Nella località bosniaca di Brčko è stato inaugurato il primo memoriale della Bosnia-Erzegovina situato all'interno di un luogo di detenzione utilizzato durante il conflitto degli anni '90. 3.000 persone furono internate qui e solo poche hanno fatto ritorno.
Nel memoriale sono state esposte foto di prigionieri e articoli di giornale su tutto ciò che concerne il campo. C'è anche una targa che menziona l'aggressione serba, ma è stato necessario collocarla in un luogo poco esposto perché le autorità di Belgrado, come spiega la fondatrice di Gariwo Sarajevo Svetlana Broz, considerano "politicamente scorretto" dire la verità sul comportamento delle autorità militari serbe. In evidenza c'è una targa oggi più accettabile anche "da chi non accetta la verità", che riporta una condanna agli ustascia croati, i fanatici fascisti della seconda guerra mondiale.
La Broz, autrice del celebre libro I Giusti nel tempo del male sui salvataggi tra persone di diversa nazionalità o religione durante la pulizia etnica nella ex Jugoslavia, ha ricordato il serbo Đoko Stevanović, che cercò di salvare il compagno di prigionia musulmano Smail Ribić e fu ucciso insieme a lui.

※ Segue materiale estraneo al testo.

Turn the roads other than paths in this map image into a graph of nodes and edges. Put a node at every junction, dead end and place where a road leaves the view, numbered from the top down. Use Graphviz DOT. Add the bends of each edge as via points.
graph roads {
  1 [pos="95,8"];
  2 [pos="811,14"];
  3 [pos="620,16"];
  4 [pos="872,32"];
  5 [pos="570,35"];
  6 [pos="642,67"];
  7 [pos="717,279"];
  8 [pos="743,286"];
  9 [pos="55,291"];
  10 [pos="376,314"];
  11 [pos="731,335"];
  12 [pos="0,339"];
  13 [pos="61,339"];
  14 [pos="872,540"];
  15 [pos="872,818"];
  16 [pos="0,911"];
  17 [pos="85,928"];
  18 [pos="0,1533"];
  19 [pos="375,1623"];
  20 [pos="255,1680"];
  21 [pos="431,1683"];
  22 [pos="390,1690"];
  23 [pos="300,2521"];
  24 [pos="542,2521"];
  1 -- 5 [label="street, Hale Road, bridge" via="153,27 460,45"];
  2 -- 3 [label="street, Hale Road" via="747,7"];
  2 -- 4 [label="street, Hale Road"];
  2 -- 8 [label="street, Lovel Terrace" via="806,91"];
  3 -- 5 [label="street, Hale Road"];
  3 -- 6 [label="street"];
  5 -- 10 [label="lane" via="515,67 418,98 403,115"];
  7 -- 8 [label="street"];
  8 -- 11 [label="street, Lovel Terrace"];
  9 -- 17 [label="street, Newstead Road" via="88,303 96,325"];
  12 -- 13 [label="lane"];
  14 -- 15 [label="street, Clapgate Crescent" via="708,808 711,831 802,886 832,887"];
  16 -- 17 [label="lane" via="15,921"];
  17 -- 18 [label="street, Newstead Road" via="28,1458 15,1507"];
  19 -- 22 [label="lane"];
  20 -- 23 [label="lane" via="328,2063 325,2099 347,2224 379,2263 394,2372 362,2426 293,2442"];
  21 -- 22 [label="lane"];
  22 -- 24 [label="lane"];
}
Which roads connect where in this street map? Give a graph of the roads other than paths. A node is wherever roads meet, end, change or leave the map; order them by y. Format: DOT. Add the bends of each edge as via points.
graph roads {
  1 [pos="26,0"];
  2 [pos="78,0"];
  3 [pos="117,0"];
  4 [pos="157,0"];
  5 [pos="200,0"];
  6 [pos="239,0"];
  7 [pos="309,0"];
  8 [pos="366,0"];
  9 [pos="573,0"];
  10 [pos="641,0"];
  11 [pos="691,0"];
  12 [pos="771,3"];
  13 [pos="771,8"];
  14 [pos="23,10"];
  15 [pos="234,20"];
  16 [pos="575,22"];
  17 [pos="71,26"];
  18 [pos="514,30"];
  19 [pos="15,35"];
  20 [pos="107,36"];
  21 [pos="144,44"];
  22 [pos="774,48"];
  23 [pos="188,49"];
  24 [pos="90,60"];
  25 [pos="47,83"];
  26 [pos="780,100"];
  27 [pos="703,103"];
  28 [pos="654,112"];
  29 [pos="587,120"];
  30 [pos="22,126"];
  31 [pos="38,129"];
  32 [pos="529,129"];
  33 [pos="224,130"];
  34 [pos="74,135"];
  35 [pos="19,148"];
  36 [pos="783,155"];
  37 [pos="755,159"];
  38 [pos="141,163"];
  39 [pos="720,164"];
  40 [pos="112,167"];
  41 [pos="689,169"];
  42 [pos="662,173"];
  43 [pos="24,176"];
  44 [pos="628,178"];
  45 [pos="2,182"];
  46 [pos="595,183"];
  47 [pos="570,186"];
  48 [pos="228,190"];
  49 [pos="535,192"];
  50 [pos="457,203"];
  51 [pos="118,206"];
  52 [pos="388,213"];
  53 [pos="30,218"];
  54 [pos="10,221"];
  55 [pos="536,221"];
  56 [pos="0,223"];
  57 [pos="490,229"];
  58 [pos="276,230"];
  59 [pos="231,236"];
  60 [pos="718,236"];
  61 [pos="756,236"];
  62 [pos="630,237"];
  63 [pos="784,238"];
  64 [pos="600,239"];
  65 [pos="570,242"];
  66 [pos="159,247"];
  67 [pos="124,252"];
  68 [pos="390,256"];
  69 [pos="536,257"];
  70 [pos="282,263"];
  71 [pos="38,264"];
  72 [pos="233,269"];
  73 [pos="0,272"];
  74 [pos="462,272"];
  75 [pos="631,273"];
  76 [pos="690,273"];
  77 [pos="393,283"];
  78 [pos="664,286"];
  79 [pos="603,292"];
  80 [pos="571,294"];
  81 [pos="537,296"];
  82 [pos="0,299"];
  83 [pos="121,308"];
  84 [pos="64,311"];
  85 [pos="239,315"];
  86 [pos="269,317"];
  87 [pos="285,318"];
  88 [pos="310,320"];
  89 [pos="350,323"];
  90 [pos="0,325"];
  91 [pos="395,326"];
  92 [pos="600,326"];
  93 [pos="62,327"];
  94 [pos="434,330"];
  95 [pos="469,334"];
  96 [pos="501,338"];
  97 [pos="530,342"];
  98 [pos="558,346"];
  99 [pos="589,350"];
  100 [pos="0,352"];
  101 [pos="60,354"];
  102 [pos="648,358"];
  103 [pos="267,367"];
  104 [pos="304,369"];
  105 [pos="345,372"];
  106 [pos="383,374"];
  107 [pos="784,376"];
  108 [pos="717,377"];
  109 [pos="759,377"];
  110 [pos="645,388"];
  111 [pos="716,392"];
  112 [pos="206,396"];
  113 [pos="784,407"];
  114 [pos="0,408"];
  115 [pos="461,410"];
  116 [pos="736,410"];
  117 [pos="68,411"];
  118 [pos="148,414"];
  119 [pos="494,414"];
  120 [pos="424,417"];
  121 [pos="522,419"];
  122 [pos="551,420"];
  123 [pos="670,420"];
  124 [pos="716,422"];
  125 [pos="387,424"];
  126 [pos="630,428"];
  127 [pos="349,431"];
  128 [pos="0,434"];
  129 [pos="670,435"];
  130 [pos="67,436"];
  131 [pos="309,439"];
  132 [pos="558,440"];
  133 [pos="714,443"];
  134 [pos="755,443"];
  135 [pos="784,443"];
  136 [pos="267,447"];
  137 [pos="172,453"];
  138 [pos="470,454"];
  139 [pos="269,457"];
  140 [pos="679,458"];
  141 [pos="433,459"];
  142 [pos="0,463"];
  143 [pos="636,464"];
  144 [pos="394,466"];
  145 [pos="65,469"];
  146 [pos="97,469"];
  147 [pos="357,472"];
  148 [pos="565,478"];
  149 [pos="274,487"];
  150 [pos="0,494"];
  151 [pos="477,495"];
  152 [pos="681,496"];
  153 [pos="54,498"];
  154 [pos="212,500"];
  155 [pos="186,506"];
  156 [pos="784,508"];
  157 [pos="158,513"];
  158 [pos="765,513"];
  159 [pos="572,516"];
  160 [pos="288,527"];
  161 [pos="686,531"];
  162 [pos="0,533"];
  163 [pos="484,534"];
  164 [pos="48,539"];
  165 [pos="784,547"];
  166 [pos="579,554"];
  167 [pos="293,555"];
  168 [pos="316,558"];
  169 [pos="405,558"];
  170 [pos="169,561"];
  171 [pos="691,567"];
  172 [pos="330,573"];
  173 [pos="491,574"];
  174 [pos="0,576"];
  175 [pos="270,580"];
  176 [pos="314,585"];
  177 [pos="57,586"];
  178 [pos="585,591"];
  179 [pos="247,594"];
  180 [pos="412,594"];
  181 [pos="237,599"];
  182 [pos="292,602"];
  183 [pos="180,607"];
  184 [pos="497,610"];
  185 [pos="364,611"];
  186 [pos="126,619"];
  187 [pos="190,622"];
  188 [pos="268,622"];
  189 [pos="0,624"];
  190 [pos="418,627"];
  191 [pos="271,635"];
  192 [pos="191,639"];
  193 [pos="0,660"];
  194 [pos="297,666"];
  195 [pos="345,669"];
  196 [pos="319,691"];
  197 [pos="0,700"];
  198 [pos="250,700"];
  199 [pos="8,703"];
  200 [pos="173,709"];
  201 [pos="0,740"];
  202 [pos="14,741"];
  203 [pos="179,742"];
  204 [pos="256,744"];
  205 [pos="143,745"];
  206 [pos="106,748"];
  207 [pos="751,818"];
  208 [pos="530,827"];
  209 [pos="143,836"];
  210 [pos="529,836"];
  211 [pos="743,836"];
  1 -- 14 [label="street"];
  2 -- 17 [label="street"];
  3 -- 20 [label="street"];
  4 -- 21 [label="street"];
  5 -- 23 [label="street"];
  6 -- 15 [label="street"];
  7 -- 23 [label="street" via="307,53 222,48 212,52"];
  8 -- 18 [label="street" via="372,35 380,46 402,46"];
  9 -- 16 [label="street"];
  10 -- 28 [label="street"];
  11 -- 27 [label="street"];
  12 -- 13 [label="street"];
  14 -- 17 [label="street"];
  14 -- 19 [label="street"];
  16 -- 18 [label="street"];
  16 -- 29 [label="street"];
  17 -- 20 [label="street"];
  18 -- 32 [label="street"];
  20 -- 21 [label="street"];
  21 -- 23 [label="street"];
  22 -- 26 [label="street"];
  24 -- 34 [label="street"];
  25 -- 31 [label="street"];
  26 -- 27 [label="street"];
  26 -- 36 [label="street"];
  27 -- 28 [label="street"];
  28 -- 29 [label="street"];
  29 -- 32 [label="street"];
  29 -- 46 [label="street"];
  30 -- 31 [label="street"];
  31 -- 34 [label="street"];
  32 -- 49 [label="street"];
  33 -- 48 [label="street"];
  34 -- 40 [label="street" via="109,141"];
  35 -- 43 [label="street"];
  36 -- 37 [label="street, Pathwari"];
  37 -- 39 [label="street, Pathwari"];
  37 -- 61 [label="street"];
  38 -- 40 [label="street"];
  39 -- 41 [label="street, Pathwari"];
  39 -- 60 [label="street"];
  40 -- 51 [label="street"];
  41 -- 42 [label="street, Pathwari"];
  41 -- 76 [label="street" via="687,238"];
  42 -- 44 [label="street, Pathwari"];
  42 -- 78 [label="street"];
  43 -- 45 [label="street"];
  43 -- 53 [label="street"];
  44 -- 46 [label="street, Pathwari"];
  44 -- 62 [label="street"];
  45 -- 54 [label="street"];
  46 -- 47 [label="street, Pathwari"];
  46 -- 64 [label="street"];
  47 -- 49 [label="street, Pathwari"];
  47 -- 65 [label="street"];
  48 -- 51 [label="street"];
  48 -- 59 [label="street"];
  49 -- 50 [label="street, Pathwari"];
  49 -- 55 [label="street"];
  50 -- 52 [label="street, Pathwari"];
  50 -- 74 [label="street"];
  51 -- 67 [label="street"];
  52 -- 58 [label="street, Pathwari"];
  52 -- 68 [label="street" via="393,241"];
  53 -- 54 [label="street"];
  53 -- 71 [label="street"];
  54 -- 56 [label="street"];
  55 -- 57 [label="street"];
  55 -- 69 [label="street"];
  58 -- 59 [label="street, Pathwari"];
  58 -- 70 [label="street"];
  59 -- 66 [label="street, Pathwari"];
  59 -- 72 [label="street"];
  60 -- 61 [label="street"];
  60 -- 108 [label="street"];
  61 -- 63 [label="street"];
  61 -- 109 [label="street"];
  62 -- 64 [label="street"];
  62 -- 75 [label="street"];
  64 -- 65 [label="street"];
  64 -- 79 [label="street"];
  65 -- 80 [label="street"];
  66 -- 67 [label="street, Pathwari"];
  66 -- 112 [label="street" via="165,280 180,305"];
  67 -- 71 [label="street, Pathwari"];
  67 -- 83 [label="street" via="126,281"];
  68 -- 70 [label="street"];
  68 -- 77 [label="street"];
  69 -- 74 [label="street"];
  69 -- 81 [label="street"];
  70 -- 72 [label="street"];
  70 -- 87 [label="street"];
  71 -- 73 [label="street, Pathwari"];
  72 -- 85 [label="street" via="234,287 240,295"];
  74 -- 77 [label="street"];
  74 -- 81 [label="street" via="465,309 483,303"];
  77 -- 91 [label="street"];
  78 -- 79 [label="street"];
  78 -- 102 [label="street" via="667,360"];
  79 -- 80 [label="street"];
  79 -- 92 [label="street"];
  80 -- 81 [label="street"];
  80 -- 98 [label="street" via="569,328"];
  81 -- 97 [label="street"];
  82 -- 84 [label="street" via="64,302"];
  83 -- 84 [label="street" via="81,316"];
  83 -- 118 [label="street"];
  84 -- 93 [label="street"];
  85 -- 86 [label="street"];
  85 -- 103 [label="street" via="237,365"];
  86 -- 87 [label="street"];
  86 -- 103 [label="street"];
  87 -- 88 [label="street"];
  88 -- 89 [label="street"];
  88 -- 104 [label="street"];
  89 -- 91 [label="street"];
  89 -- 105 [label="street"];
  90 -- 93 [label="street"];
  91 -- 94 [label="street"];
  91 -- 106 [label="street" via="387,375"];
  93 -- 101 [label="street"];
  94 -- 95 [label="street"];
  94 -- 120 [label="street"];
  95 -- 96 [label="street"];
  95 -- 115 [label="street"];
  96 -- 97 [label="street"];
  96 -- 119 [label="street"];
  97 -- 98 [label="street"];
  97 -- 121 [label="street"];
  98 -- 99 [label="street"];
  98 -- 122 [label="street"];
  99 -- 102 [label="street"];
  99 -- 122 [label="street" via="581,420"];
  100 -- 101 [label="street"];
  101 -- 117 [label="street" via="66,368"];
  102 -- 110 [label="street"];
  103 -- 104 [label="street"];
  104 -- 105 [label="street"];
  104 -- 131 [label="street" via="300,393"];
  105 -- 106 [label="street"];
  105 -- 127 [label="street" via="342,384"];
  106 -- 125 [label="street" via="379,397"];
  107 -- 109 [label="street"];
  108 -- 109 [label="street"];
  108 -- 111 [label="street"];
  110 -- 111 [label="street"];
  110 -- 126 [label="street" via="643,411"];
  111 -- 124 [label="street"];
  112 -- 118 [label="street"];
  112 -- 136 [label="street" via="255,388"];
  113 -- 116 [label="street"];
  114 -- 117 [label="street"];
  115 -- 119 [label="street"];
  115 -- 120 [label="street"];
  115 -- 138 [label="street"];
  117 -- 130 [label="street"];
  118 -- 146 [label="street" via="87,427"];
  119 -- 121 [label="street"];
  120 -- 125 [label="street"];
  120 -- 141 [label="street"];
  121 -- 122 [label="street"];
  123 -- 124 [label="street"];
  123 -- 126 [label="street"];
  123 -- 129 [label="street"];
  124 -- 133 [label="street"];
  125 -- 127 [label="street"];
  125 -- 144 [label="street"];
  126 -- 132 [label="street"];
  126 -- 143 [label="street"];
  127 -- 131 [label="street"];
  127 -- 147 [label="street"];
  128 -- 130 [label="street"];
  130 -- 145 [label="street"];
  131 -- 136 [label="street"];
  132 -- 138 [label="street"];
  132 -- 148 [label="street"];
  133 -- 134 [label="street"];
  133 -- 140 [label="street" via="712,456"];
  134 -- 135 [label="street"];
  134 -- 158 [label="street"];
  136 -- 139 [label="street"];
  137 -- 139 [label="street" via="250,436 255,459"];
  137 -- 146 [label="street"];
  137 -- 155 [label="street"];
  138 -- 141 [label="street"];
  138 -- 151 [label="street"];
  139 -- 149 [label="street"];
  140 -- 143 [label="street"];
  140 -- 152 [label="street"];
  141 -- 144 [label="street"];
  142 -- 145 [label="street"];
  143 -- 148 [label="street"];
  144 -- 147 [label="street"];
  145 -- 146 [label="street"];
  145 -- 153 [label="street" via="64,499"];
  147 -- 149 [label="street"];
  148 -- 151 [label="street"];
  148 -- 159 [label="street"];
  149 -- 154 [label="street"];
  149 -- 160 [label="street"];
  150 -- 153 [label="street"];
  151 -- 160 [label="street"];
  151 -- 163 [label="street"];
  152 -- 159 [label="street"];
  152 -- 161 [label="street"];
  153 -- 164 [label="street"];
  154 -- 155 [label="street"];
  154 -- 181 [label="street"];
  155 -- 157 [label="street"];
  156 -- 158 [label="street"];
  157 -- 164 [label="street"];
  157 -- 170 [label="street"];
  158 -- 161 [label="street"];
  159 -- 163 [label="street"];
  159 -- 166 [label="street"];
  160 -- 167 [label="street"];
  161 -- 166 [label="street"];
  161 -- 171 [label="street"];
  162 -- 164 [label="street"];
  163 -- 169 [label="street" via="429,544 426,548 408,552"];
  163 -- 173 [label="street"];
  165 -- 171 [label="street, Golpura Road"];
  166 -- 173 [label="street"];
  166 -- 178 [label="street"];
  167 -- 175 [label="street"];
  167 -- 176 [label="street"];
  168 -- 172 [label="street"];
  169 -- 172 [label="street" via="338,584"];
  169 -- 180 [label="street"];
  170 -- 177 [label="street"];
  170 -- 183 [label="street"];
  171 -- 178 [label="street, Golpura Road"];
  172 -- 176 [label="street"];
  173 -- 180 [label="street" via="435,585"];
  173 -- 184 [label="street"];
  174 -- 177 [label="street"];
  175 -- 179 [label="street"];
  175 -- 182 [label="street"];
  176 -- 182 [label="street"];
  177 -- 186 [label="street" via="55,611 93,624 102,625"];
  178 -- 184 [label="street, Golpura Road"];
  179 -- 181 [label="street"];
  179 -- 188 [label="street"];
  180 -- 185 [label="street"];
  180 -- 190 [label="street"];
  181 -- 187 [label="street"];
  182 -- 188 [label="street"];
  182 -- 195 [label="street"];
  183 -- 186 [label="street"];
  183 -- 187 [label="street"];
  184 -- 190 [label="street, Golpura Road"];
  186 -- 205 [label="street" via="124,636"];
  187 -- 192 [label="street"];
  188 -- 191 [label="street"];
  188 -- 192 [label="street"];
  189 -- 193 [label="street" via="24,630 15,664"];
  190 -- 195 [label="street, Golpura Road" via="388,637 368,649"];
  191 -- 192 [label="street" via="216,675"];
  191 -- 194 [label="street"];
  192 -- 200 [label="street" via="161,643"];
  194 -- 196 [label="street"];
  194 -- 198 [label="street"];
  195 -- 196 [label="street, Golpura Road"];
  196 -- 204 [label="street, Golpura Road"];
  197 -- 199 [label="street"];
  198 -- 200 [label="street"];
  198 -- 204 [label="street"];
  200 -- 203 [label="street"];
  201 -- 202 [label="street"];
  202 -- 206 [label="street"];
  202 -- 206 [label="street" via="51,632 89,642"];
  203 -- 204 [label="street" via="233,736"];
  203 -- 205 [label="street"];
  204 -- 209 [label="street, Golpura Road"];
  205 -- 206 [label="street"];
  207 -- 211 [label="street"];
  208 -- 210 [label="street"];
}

Fadil Redžić, Presidente dei detenuti del campo di Luka, ha ricordato l'importanza per le autorità locali di cominciare a indagare sui colpevoli della detenzione e delle torture. Uno dei problemi è che in Bosnia non esiste un riconoscimento specifico per le vittime di tortura. I presenti hanno potuto anche ascoltare i resoconti dei testimoni oculari Džafer Deronjić e Šefik Hasanović.